= The Death of a Soldier =

Poem by Wallace Stevens

"The Death of a Soldier" is a poem by Wallace Stevens. It is among those added to the 1931 reissue of Stevens' first collection Harmonium (New York: Knopf, 1923). The poem was originally part of the unpublished Lettres d'un Soldat (1914–1915). The poem uses free verse to describe the death of a soldier.

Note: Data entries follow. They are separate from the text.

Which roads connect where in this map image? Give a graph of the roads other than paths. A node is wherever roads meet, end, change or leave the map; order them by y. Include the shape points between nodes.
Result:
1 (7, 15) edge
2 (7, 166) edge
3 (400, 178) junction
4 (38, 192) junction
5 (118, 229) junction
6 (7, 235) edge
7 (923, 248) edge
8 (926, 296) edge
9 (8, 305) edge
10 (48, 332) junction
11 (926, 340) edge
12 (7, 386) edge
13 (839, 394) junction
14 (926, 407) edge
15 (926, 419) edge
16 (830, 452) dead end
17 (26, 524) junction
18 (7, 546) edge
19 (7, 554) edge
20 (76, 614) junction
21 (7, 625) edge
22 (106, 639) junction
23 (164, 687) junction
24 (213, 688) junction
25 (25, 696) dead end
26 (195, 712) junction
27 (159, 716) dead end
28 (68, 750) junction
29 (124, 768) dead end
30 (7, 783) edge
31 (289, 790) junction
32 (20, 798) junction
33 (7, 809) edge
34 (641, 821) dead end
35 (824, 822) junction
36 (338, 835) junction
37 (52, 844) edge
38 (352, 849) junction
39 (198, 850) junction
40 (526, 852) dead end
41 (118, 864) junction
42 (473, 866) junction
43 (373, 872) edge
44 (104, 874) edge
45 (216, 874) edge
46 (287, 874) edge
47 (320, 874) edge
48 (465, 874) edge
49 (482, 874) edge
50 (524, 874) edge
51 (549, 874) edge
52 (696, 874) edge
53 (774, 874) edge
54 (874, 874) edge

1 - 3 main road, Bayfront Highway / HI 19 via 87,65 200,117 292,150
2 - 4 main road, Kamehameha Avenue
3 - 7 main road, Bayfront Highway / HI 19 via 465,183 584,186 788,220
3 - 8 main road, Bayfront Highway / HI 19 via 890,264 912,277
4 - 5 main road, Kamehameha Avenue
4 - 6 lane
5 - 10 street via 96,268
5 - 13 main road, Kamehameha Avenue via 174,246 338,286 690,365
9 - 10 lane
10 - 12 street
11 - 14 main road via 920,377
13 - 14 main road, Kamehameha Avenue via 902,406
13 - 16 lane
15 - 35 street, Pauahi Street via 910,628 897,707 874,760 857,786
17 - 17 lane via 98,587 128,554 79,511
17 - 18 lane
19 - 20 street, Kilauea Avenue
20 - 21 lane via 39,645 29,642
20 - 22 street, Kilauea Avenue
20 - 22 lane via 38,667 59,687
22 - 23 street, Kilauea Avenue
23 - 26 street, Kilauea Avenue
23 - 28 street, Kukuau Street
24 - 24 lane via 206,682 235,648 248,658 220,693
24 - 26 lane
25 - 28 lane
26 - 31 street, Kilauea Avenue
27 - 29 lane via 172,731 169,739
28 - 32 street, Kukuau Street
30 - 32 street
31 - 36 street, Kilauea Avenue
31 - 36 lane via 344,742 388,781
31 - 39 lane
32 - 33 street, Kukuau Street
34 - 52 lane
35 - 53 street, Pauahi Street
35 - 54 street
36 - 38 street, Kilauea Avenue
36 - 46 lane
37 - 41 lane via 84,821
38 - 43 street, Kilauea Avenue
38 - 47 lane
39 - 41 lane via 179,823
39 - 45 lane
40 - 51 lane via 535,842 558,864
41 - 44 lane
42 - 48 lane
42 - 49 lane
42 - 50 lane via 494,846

 Life contracts and death is expected,
 As in a season of autumn.
 The soldier falls.

 He does not become a three-days personage,
 Imposing his separation,
 Calling for pomp.

 Death is absolute and without memorial,
 As in a season of autumn,
 When the wind stops,

 When the wind stops and, over the heavens,
 The clouds go, nevertheless,
 In their direction.

==Interpretation==
The poem's longevity reinforces the naturalistic austerity
of its depiction of death. One interpretive viewpoint asks whether
Stevens is writing about any death, or rather, as Longenbach
asserts, the death of the soldier—"and not an ambiguously 'fictive' soldier but Eugène Lemercier [the young French painter killed in 1915 whose letters were collected as Lettres d'un soldat and read by Stevens in the summer of 1917]." Lemercier was the grandson of Irish artist Harriet Osborne O'Hagan. Longenbach claims that the poem's "utter bareness derives from the fact that Stevens was writing not about natural death ... but about a new kind of unnatural death, the daily death of thousands of soldiers on French battlefields."

One response to Longenbach's interpretation is to invoke Stevens's distinction between the true subject of a poem and the poetry of the subject, as he draws it in "The Irrational Element in Poetry".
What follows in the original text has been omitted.